Hak pengusahaan perairan pesisir dinilai melegalkan privatisasi sumber daya alam di wilayah pesisir, laut, dan pulau kecil. Bahkan, Mahkamah menyebut bahwa hak itu akan melegalkan pengkaplingan wilayah pesisir dan pulau-pulau kecil untuk menjadi private ownership dan close ownership kepada perseorangan, badan hukum, atau masyarakat tertentu.

Memprioritaskan pulau kecil yang tak berpenghuni untuk investasi asing adalah kebijakan yang sangat keliru. Selain bertentangan dengan putusan Mahkamah Konstitusi, kebijakan ini juga mengaburkan persoalan penting di pulau kecil. Di antara permasalahan yang harus segera ditangani adalah potensi tenggelamnya pulau-pulau itu akibat krisis iklim yang menyebabkan kenaikan air laut.

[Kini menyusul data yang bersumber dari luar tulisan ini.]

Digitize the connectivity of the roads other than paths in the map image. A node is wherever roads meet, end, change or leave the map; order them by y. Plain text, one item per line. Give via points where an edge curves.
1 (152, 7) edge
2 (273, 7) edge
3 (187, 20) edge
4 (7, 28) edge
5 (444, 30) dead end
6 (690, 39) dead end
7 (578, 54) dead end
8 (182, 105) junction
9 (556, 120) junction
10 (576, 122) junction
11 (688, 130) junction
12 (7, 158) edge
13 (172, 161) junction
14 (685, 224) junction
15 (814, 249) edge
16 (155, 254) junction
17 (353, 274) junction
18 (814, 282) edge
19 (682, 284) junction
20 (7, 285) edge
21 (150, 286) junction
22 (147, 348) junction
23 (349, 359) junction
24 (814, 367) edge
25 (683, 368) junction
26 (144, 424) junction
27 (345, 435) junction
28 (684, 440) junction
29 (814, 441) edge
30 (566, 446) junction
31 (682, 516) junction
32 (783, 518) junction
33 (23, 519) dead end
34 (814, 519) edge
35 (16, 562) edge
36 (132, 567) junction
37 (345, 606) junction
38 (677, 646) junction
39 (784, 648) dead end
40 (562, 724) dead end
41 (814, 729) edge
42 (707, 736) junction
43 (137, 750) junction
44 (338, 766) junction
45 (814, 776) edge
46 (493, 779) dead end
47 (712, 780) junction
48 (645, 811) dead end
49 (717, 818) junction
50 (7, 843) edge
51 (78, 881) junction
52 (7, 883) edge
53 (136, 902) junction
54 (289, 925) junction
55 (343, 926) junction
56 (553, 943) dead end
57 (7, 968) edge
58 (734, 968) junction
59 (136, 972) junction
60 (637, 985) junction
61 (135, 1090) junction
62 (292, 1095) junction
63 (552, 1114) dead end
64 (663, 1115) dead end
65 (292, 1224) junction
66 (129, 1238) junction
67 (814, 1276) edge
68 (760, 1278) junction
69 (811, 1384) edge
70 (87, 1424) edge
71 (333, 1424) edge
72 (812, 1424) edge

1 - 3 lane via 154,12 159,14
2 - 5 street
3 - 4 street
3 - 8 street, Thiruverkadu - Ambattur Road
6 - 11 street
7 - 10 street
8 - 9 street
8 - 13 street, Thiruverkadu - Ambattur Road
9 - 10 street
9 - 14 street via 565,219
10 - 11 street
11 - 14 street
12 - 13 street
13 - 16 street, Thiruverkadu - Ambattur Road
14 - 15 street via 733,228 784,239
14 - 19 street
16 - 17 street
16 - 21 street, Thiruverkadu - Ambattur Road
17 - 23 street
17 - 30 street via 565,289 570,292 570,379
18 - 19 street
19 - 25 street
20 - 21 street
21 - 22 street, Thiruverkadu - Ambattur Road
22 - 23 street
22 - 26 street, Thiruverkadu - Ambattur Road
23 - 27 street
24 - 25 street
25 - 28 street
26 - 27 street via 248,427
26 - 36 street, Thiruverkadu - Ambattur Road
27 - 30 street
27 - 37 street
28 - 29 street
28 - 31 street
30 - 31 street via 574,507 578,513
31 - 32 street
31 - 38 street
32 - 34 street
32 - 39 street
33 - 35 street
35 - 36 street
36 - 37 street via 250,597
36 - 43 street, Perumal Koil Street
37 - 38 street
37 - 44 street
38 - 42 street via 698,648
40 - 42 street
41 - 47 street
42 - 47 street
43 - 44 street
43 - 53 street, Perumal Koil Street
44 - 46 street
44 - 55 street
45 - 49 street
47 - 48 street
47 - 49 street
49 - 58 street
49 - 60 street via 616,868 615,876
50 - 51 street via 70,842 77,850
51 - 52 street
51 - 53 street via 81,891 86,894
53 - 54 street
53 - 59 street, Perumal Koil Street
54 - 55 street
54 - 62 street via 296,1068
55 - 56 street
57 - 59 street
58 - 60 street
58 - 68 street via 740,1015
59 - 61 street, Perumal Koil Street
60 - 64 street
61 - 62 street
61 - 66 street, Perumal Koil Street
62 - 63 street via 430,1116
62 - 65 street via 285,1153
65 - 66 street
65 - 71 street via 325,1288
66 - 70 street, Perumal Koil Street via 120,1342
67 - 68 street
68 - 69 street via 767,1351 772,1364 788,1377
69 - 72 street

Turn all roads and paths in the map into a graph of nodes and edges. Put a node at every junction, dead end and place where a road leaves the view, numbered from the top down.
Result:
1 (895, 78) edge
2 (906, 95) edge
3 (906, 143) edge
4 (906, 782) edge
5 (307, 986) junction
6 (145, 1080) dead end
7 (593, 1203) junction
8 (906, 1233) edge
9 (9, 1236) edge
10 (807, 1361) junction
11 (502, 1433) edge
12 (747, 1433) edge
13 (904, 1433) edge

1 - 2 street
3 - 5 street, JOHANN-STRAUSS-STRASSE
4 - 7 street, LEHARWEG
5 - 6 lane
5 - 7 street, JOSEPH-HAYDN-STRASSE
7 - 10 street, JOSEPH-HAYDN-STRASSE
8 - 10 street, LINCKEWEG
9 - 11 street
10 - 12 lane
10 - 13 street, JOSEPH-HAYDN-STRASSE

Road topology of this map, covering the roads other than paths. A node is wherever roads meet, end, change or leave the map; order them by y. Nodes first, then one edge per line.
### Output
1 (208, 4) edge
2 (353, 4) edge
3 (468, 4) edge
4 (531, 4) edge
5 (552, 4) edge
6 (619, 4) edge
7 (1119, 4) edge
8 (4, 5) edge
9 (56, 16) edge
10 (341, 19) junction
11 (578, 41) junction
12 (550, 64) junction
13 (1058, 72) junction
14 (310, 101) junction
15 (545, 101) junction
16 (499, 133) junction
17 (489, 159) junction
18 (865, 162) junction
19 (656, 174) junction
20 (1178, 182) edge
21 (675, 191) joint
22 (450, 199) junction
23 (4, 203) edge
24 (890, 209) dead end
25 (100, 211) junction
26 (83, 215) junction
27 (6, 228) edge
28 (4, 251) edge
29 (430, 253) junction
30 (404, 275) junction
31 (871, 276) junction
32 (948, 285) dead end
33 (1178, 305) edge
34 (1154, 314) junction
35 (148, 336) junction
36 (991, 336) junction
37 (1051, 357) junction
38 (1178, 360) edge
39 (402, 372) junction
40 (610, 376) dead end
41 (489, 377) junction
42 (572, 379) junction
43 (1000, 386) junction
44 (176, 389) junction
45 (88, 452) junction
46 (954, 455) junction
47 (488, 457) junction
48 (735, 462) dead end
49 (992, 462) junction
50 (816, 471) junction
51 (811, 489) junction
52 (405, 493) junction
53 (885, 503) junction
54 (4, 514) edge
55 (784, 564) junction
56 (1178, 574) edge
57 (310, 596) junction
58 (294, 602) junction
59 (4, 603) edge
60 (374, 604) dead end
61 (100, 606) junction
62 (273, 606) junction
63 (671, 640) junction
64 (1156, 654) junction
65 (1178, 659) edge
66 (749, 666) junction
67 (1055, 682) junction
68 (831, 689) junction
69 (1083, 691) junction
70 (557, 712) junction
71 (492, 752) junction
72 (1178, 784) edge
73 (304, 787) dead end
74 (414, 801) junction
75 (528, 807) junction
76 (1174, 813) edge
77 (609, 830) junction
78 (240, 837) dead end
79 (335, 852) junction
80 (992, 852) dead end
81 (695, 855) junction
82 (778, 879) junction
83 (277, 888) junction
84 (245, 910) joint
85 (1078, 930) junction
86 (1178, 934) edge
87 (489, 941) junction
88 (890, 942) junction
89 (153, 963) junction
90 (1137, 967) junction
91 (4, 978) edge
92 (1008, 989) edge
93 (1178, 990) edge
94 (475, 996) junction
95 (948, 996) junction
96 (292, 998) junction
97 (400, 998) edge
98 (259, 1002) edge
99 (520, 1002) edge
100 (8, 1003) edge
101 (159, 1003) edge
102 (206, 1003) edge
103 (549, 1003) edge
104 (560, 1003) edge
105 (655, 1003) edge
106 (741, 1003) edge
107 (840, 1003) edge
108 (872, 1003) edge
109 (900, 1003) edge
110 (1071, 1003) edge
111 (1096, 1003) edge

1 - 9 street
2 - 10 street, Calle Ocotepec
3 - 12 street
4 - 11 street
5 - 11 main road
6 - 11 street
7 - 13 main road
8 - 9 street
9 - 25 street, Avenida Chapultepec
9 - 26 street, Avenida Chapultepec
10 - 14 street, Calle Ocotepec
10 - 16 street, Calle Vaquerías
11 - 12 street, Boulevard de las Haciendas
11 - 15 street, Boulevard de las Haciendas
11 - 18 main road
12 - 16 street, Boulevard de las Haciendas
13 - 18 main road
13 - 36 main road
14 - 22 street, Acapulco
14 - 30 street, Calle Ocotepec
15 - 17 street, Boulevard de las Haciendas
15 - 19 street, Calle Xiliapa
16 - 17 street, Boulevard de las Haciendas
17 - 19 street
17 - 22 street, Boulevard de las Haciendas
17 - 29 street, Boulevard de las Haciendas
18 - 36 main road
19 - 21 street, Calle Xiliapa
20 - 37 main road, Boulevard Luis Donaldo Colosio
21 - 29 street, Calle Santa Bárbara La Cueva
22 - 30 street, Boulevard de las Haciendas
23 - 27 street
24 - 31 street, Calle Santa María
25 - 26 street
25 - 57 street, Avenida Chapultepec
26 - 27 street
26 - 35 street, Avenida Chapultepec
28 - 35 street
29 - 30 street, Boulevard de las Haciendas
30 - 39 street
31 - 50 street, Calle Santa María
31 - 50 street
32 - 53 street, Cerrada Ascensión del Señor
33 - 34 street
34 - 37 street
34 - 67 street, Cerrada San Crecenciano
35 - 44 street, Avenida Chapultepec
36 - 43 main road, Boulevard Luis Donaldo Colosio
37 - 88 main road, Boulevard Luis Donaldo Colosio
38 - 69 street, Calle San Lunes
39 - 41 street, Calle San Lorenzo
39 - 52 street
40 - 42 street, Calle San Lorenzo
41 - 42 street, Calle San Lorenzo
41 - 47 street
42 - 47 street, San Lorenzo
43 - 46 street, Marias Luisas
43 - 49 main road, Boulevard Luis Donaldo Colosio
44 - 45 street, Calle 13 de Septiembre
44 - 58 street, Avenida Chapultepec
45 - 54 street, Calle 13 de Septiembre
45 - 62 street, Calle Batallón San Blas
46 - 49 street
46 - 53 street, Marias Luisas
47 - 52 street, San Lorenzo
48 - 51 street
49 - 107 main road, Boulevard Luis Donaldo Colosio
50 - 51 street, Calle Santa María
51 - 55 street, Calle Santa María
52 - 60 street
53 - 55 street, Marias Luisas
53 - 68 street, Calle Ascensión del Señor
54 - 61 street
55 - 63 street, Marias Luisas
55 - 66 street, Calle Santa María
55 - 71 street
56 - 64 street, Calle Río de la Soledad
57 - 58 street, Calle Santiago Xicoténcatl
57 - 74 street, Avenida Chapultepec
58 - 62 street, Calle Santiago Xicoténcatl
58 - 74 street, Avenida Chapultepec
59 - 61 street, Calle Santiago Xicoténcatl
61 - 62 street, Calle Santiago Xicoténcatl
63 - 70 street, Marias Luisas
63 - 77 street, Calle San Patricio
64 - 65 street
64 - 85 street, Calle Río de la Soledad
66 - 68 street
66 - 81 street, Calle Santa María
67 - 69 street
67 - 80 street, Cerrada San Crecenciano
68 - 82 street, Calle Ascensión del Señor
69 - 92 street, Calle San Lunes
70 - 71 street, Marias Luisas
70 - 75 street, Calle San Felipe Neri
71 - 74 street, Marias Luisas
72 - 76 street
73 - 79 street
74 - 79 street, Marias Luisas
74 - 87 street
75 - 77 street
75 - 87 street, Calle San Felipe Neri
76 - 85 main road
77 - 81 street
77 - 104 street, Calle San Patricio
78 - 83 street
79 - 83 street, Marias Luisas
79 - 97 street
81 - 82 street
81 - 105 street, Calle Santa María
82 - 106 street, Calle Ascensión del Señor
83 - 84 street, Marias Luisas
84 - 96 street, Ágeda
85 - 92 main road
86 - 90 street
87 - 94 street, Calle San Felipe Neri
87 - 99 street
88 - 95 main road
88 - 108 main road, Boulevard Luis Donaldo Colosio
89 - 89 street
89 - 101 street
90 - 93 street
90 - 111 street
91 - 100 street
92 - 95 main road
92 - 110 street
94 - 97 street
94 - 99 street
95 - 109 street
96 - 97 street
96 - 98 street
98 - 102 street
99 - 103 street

Tenggelamnya pulau kecil nyata terjadi di Indonesia, yang merupakan negara kepulauan. Contohnya adalah Pulau Betet di Sumatera Selatan dan pulau kecil di sekitar Pulau Enggano di Bengkulu. Pada masa yang akan datang, para ahli telah memprediksi akan lebih banyak pulau kecil yang tenggelam.

Pada 2016, Pusat Penelitian dan Pengembangan Geologi Kelautan, Kementerian Energi dan Sumberdaya Mineral melaporkan, dari 111 pulau kecil terluar, 83 di antaranya akan tenggelam dan 55 akan terkena dampak gempa bumi. Secara umum, akan ada ratusan pulau kecil yang tenggelam akibat krisis iklim pada masa datang.

Pada titik ini, Kementerian Kelautan bersama kementerian/lembaga negara lain wajib untuk segera mengevaluasi berbagai izin usaha yang membebani daya dukung dan daya tampung pulau kecil tersebut. Izin usaha yang membebani itu antara lain perkebunan kelapa sawit serta pertambangan mineral dan nikel, yang terbukti menghancurkan dan mempercepat tenggelamnya pulau-pulau tersebut.

Izin usaha itu juga memicu konflik tak berkesudahan dengan masyarakat lokal atau masyarakat tradisional yang telah lama hidup di pulau tersebut. Beragam konflik yang terjadi selama ini telah mengorbankan masyarakat pulau-pulau kecil. Mereka harus berhadapan dengan ancaman kriminalisasi, seperti yang terjadi pada tiga warga Pulau Wawonii di Kabupaten Konawe Kepulauan, Sulawesi Tenggara yang mempertahankan tanah mereka dari penambangan nikel.

Pemerintah seharusnya mendahulukan penyelesaian masalah-masalah tersebut dan berupaya memitigasi tenggelamnya pulau-pulau kecil. Kebijakan Kementerian Kelautan harus berpedoman pada konstitusi dan putusan Mahkamah Konstitusi dalam mengelola pulau-pulau kecil dan perairan di sekitarnya, bukan sekadar mengejar pendapatan negara.